Task objective —
Reproduce the entries that follow precisely, setting aside any images.

[Collected data]
---+---
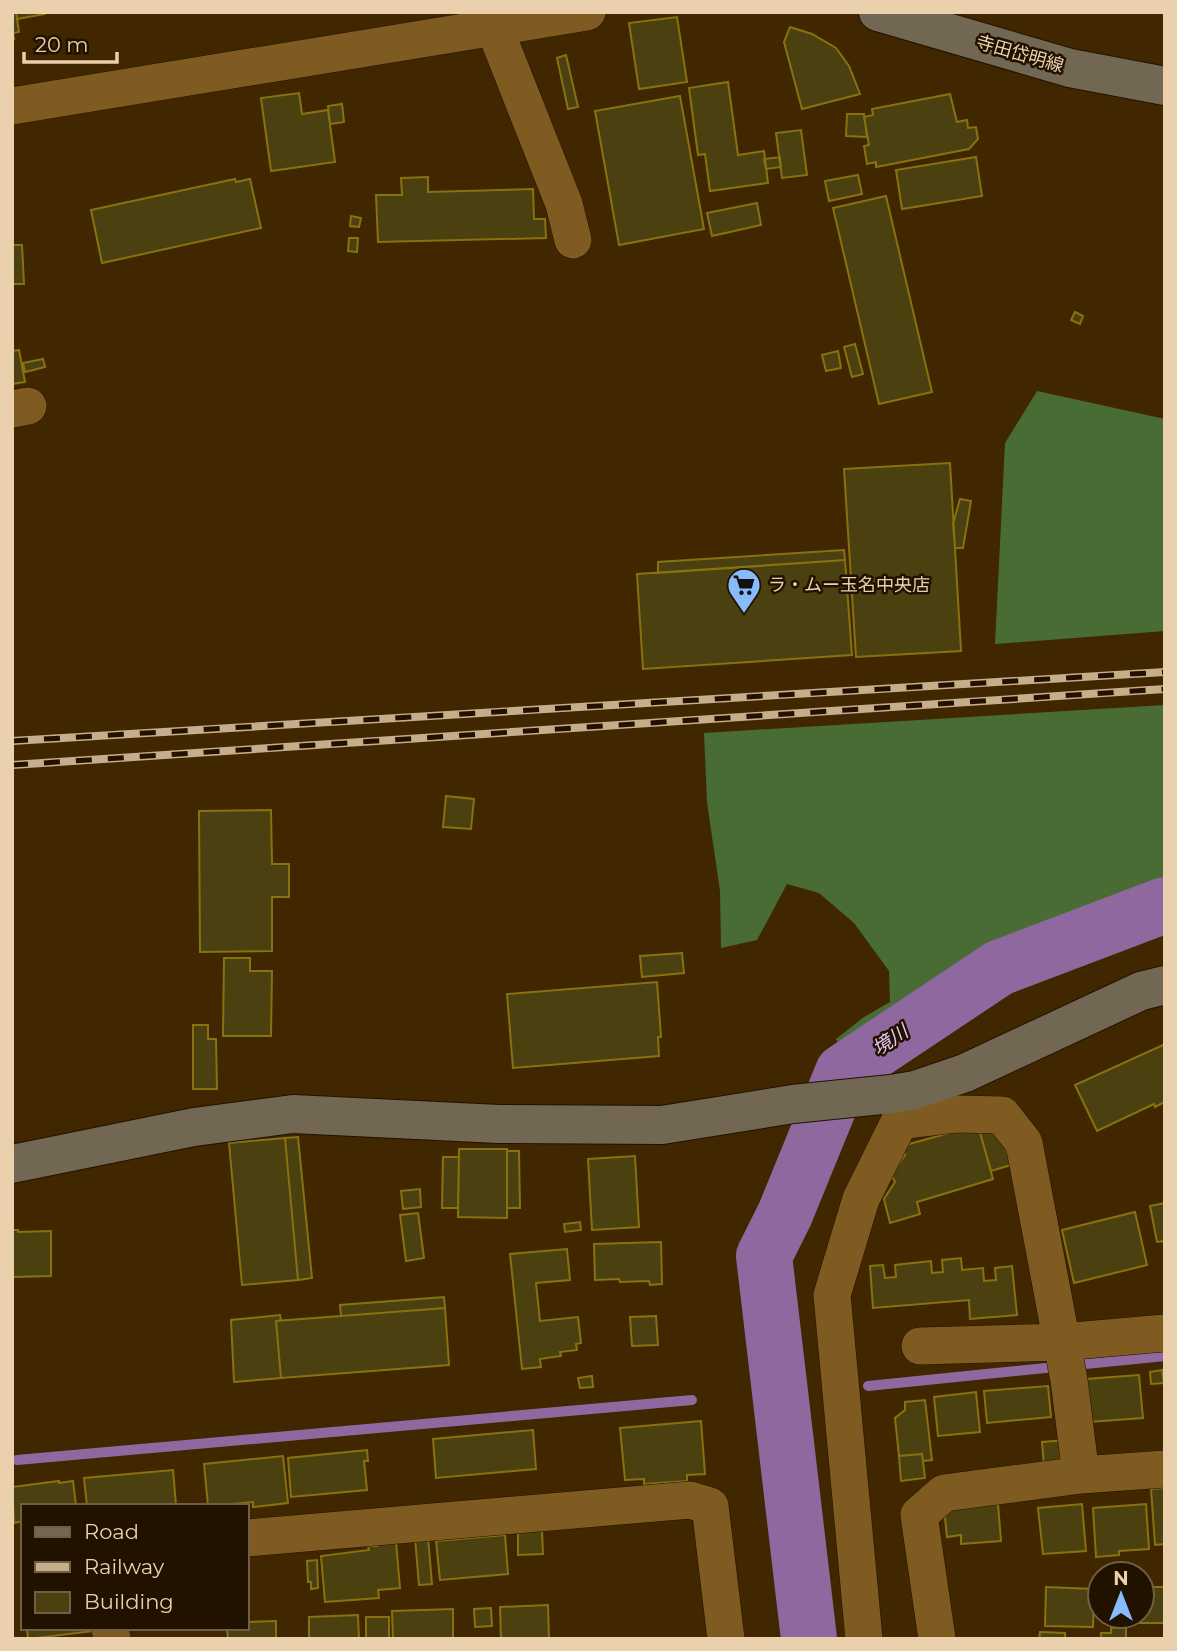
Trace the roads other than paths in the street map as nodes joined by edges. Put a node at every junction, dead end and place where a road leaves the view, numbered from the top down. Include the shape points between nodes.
1 (587, 12) edge
2 (878, 12) edge
3 (494, 27) junction
4 (1165, 86) edge
5 (12, 106) edge
6 (573, 240) dead end
7 (1165, 985) edge
8 (902, 1102) junction
9 (12, 1164) edge
10 (1165, 1333) edge
11 (920, 1346) dead end
12 (1065, 1359) junction
13 (1165, 1469) edge
14 (1081, 1475) junction
15 (248, 1538) edge
16 (726, 1639) edge
17 (864, 1639) edge
18 (937, 1639) edge

1 - 3 street
2 - 4 street, 寺田岱明線 via 1070,68
3 - 5 street
3 - 6 street via 564,204
7 - 8 street via 1141,991
8 - 9 street via 793,1104 662,1125 499,1124 293,1114 194,1127
8 - 12 street via 957,1114 1002,1115 1024,1143
8 - 17 street via 861,1199 832,1295
10 - 12 street
11 - 12 street
12 - 14 street
13 - 14 street
14 - 18 street via 944,1493 919,1515
15 - 16 street via 690,1500 710,1506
---+---
The completed task —
Trace the roads other than paths in the street map as nodes joined by edges. Put a node at every junction, dead end and place where a road leaves the view, numbered from the top down. Include the shape points between nodes.
1 (587, 12) edge
2 (878, 12) edge
3 (494, 27) junction
4 (1165, 86) edge
5 (12, 106) edge
6 (573, 240) dead end
7 (1165, 985) edge
8 (902, 1102) junction
9 (12, 1164) edge
10 (1165, 1333) edge
11 (920, 1346) dead end
12 (1065, 1359) junction
13 (1165, 1469) edge
14 (1081, 1475) junction
15 (248, 1538) edge
16 (726, 1639) edge
17 (864, 1639) edge
18 (937, 1639) edge

1 - 3 street
2 - 4 street, 寺田岱明線 via 1070,68
3 - 5 street
3 - 6 street via 564,204
7 - 8 street via 1141,991
8 - 9 street via 793,1104 662,1125 499,1124 293,1114 194,1127
8 - 12 street via 957,1114 1002,1115 1024,1143
8 - 17 street via 861,1199 832,1295
10 - 12 street
11 - 12 street
12 - 14 street
13 - 14 street
14 - 18 street via 944,1493 919,1515
15 - 16 street via 690,1500 710,1506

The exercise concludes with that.